November 5th, 2016 at 6:12 pm
I dropped out of the standing order plan I had with Crippen & Landru a while back, but in this case, I really regret doing so. I’ll have to order it soon on its own.
Do you know, we really live in the Golden Age of Detection right now. Back 4o or 50 years ago, when I was reading some of these stories, perhaps, in various EQ anthologies or the magazine itself, who’d have dreamed they’d come collected in handsome editions such as this?
November 5th, 2016 at 7:33 pm
I’ll be writing a review of this for the Winter issue of Dime Novel Round-Up. It’s top drawer …
November 5th, 2016 at 8:14 pm
Very glad to read this review!
I’ve been incorporating comments on the “Purple Flame” stories into my Anderson article:
http://mikegrost.com/anderson.htm
Suggestion: there’s an article on Anderson’s collection “Book of Murder” in 1001 Midnights. Don’t think it has ever been reprinted at Mystery*File. It would be great if it were available.

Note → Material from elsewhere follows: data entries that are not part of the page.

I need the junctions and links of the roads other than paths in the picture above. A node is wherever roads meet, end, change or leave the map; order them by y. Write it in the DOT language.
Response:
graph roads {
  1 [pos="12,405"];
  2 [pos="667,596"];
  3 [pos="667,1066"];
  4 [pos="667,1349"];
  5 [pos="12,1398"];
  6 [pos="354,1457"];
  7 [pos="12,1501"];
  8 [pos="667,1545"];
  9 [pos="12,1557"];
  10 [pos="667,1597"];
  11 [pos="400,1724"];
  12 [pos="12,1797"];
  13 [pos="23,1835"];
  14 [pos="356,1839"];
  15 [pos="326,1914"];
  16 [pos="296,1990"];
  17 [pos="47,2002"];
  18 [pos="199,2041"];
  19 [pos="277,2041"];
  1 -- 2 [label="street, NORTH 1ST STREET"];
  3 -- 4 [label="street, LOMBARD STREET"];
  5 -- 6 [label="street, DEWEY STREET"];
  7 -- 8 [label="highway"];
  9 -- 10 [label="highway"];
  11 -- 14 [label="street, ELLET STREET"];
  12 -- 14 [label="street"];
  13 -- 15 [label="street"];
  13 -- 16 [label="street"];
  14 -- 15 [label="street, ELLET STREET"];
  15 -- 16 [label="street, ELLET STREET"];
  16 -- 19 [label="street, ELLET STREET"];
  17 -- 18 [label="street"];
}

November 5th, 2016 at 8:51 pm
I’d gladly reprint any review of Anderson from 1001 MIDNIGHTS, if there were one, Mike, but while both James Anderson and Poul Anderson are included, Frederick Irving Anderson is not.
November 5th, 2016 at 9:12 pm
Steve,
You’re right!
I don’t know where I got the idea there was a review there.

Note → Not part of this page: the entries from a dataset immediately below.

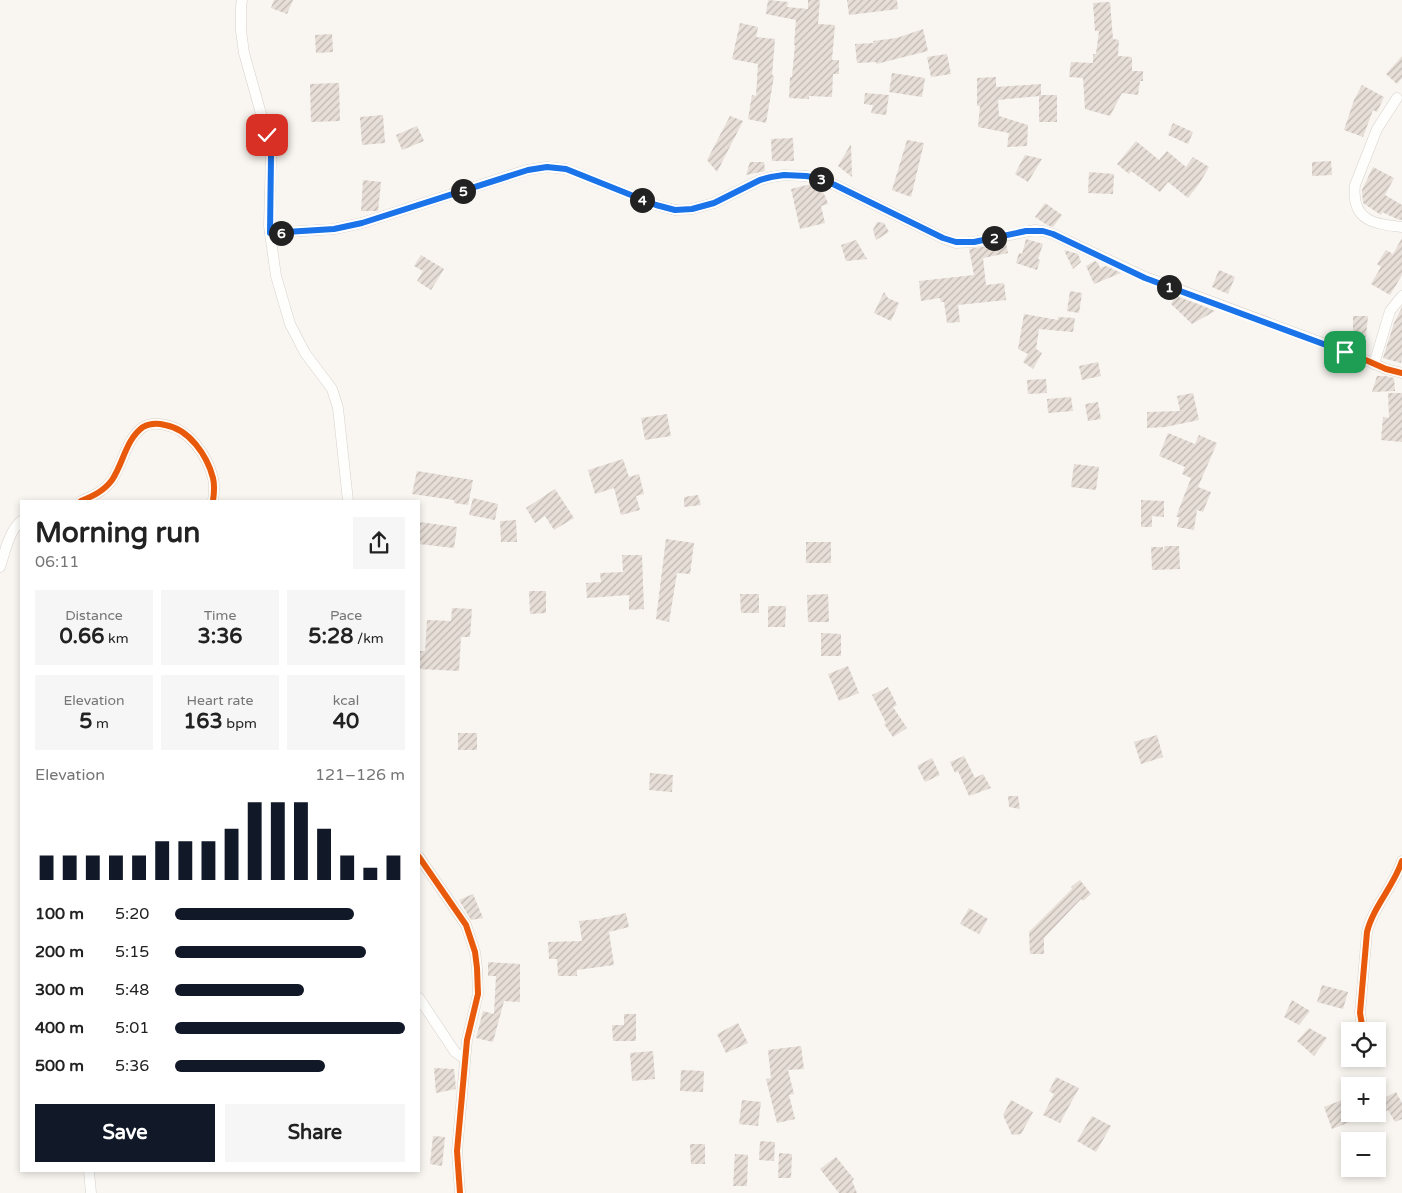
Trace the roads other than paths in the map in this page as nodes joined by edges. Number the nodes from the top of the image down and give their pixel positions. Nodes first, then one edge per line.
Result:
1 (242, 0) edge
2 (1396, 98) dead end
3 (1402, 227) edge
4 (270, 233) junction
5 (1402, 296) edge
6 (1374, 364) junction
7 (1402, 373) edge
8 (83, 500) edge
9 (212, 500) edge
10 (348, 500) edge
11 (20, 522) edge
12 (0, 567) edge
13 (420, 859) edge
14 (1402, 861) edge
15 (420, 1000) edge
16 (1362, 1022) edge
17 (465, 1058) junction
18 (89, 1172) edge
19 (91, 1193) edge
20 (460, 1193) edge

1 - 4 street
2 - 3 street
4 - 6 street
4 - 10 street
5 - 6 street
6 - 7 street
8 - 9 street
11 - 12 street
13 - 17 street
14 - 16 street
15 - 17 street
17 - 20 street
18 - 19 street

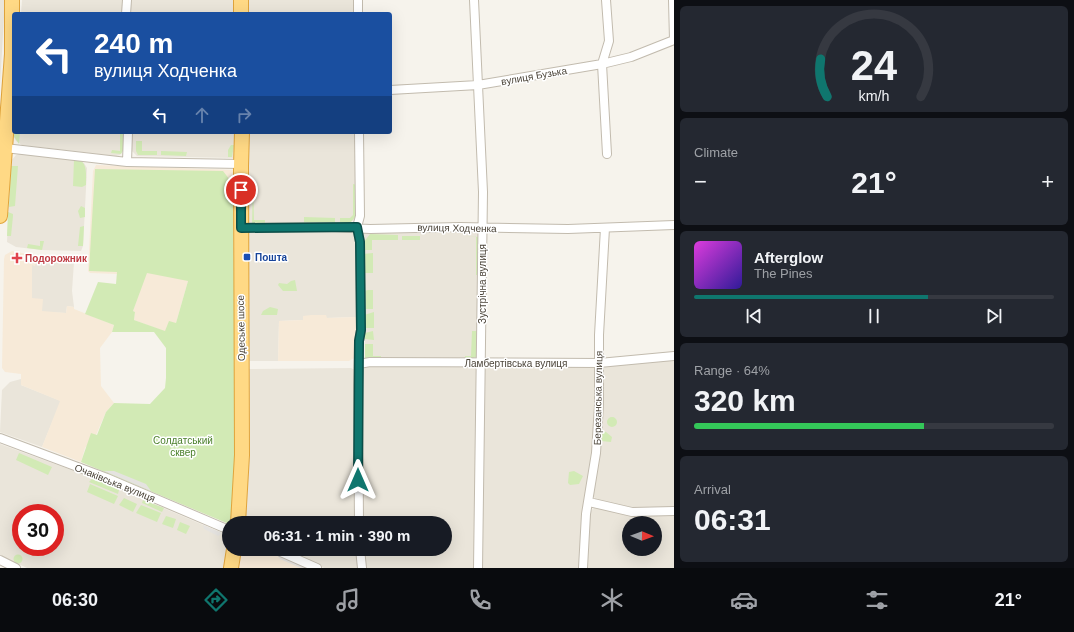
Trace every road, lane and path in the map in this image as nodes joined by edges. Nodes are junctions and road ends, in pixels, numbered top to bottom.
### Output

November 6th, 2016 at 1:21 am
Highly, and deservedly, popular in his time, Anderson has fared poorly because his best work is in the short story form. I’ve usually enjoyed when his work is reprinted, and some is available in ebook form. but I’m afraid because so much of his work was magazine fiction he is doomed to be forgotten by all but enthusiasts.

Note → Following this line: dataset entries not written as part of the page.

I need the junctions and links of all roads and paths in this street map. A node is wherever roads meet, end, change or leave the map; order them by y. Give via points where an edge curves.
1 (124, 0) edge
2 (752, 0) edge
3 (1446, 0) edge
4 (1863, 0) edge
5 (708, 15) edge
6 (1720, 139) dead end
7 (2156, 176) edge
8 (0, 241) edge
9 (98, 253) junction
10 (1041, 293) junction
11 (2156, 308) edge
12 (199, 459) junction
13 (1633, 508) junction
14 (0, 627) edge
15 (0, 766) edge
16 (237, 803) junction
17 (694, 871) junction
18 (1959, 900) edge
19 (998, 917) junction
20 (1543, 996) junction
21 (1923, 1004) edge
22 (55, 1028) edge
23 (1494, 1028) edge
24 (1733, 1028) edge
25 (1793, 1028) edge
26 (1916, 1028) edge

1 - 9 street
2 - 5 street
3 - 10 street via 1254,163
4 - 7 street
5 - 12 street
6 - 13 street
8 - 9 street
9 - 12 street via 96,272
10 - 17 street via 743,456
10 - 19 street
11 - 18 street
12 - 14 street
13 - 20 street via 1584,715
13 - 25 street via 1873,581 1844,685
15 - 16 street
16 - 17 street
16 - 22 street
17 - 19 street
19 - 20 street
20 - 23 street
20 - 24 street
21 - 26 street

November 6th, 2016 at 9:11 am
David, it is sad or is a better word ironic that so many of the pulp writers remembered today such as Dashiell Hammett, Norbert Davis and Paul Ernst had so low of an opinion of pulp work versus writing for the slicks such as Saturday Evening Post that so little of the stories from the slicks still survive and the writers forgotten.
November 7th, 2016 at 7:32 am
Ben Fisher wrote reviews of several of Anderson’s books for my Poisoned Pen some 35 years ago. (They are in Volumes 2 and 4, according to Bill Deeck’s index.)
November 7th, 2016 at 10:46 am
This must be Mr. Fisher, professor emeritus of English at the University of Mississippi:
http://english.olemiss.edu/2011/10/16/benjamin-fisher/
November 28th, 2016 at 1:44 pm
Steve:
I am the critter you name in your comment, having retired from fulltime teaching in 2011. My work on F. I. Anderson dates from the 1970s, when I saw in a list of secondhand items THE BOOK OF MURDER, and, lifelong reader of detective fiction though I’ve been, I had never before encountered Anderson’s name or fiction. The rest is history.
November 28th, 2016 at 3:36 pm
Hello Ben: Good to hear from you. You’re not alone in your appreciation of Mr Anderson’s work, as the number of comments left should tell us. I don’t have a copy of this book from Crippen & Landru yet, but I’m starting to think I should!